Upper-tract urothelial carcinoma (UTUC) is a relatively uncommon urological malignancy with survival and outcomes data largely determined from single-centre series which can be limited by relatively small case numbers.
Through review of a large population based cohort, this study provides valuable information regarding epidemiological and survival patterns for over 13,000 patients with UTUC diagnosed over the past three decades.
• To evaluate epidemiological and survival patterns of upper-tract urothelial carcinoma (UTUC) over the past 30 years through a review of a large, population-based database.
PATIENTS AND METHODS
• Data from the Surveillance, Epidemiology and End Results (SEER) database from 1973 to 2005 were reviewed in 10-year increments to evaluate disease trends.

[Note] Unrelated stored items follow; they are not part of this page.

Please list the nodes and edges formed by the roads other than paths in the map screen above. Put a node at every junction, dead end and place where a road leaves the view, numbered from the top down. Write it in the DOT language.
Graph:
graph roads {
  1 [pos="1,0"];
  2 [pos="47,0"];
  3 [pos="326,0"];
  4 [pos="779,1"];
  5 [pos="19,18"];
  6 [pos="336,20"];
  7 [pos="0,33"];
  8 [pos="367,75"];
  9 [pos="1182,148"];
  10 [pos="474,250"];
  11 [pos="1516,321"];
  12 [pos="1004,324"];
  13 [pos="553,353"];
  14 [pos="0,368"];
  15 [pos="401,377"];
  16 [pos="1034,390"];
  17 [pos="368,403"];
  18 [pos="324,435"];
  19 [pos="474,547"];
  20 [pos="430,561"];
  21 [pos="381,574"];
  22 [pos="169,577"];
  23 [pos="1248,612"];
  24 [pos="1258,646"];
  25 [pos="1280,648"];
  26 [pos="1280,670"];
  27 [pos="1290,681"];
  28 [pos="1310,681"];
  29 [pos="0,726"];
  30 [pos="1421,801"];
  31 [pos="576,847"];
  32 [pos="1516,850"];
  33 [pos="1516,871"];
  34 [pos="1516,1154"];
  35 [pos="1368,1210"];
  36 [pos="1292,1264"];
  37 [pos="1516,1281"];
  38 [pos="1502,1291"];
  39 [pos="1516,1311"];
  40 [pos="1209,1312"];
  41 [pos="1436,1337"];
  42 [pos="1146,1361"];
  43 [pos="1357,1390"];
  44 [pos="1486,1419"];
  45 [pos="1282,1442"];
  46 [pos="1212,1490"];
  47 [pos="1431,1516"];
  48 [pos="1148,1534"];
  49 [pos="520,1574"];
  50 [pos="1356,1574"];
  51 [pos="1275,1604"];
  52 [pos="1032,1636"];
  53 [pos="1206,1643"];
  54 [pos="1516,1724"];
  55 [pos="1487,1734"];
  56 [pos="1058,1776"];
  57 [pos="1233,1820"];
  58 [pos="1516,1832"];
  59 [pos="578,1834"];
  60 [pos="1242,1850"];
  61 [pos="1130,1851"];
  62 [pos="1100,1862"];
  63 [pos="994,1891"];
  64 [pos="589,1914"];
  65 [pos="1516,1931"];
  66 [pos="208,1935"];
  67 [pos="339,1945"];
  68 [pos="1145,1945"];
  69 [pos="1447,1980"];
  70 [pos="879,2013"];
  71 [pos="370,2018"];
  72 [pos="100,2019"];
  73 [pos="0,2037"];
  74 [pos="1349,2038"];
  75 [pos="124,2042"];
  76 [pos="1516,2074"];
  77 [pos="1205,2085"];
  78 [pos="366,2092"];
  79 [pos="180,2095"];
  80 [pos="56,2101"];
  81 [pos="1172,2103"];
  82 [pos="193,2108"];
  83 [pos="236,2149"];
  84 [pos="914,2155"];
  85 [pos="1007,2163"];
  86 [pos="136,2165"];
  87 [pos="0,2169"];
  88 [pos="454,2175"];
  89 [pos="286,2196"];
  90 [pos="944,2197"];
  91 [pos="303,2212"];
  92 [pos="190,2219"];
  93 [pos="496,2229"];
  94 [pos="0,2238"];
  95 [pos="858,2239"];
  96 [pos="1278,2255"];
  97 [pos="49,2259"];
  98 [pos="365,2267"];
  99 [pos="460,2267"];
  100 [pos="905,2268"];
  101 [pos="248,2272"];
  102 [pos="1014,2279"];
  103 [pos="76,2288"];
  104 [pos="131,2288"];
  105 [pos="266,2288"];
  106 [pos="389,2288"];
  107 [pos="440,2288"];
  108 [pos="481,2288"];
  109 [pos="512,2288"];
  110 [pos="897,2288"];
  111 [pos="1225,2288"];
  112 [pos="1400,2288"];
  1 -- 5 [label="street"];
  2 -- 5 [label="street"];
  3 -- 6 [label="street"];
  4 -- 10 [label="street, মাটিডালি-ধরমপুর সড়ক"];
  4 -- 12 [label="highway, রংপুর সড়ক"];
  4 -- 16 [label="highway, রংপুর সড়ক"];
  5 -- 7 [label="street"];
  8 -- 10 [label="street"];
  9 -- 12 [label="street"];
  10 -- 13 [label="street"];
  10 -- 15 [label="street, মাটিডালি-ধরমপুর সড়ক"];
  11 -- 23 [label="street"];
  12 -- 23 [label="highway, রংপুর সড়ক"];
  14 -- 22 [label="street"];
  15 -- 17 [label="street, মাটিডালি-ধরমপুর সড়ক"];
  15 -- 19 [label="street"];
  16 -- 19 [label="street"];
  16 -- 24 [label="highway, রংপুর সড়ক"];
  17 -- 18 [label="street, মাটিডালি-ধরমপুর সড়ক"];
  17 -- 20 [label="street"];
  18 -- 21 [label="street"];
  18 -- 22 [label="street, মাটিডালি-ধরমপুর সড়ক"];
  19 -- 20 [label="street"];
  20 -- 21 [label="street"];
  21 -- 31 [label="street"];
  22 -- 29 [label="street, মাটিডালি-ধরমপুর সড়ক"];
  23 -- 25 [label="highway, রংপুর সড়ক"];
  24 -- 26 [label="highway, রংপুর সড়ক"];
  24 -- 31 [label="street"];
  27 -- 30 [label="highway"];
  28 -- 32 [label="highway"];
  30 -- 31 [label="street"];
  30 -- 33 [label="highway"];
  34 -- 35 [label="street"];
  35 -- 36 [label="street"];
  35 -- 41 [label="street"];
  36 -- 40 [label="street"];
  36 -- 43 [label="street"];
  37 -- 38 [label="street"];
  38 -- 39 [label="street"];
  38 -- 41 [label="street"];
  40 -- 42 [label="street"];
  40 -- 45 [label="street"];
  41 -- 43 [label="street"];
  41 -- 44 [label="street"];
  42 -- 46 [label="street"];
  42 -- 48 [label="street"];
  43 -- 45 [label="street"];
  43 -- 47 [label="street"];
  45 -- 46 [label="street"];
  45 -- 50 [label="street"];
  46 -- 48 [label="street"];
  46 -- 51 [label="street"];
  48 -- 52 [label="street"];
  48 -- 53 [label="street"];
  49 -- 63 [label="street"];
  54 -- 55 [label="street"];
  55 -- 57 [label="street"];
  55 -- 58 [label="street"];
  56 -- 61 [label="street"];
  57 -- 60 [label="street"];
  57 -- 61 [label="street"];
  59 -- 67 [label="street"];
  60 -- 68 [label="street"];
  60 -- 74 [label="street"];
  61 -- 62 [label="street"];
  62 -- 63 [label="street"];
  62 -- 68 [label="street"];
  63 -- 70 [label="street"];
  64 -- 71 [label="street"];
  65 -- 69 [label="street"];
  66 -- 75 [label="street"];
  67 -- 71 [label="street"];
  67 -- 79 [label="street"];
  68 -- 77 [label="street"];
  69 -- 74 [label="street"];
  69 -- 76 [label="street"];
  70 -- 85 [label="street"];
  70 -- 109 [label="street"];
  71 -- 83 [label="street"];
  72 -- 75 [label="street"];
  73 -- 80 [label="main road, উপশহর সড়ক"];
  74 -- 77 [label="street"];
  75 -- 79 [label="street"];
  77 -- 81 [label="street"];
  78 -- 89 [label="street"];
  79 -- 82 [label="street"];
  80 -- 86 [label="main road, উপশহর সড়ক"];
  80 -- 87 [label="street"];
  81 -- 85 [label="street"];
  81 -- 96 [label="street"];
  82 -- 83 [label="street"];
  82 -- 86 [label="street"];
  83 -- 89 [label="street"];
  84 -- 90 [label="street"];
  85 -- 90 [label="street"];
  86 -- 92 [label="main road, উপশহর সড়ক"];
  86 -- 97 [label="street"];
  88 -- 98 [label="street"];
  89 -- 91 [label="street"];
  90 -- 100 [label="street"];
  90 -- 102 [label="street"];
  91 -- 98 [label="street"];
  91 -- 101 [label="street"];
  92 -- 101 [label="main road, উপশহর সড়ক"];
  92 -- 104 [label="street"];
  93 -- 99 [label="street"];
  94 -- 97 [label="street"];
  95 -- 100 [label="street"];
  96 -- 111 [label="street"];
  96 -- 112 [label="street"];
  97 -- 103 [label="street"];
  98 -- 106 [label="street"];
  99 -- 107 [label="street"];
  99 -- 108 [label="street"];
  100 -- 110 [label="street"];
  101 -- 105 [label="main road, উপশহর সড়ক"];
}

• Univariate and multivariate survival analyses identified prognostic variables for outcomes.
• In total, 13 800 SEER-registered cases of UTUC were included. The overall incidence of UTUC increased from 1.88 to 2.06 cases per 100 000 person-years during the period studied, with an associated increase in ureteral disease (0.69 to 0.91) and a decrease in renal pelvic cancers (1.19 to 1.15).
• The proportion of in situ tumours increased from 7.2% to 31.0% (P < 0.001), whereas local tumours declined from 50.4% to 23.6% (P < 0.001).
• There was no change in the proportion of patients presenting with distant disease.
• In multivariate analysis, increasing patient age (P < 0.001), male gender (P < 0.001), black non-Hispanic race (P < 0.001), bilateral UTUC (P= 0.001) and regional/distant disease (P < 0.001) were all associated with poorer survival outcomes.
• The incidence of UTUC has slowly risen over the past 30 years.
• Increased use of bladder cancer surveillance regimens and improved abdominal cross-sectional imaging may contribute to the observed stage migration towards more in situ lesions.
• Although pathological disease characteristics impact cancer outcomes, certain sociodemographic factors also appear to portend worse prognosis.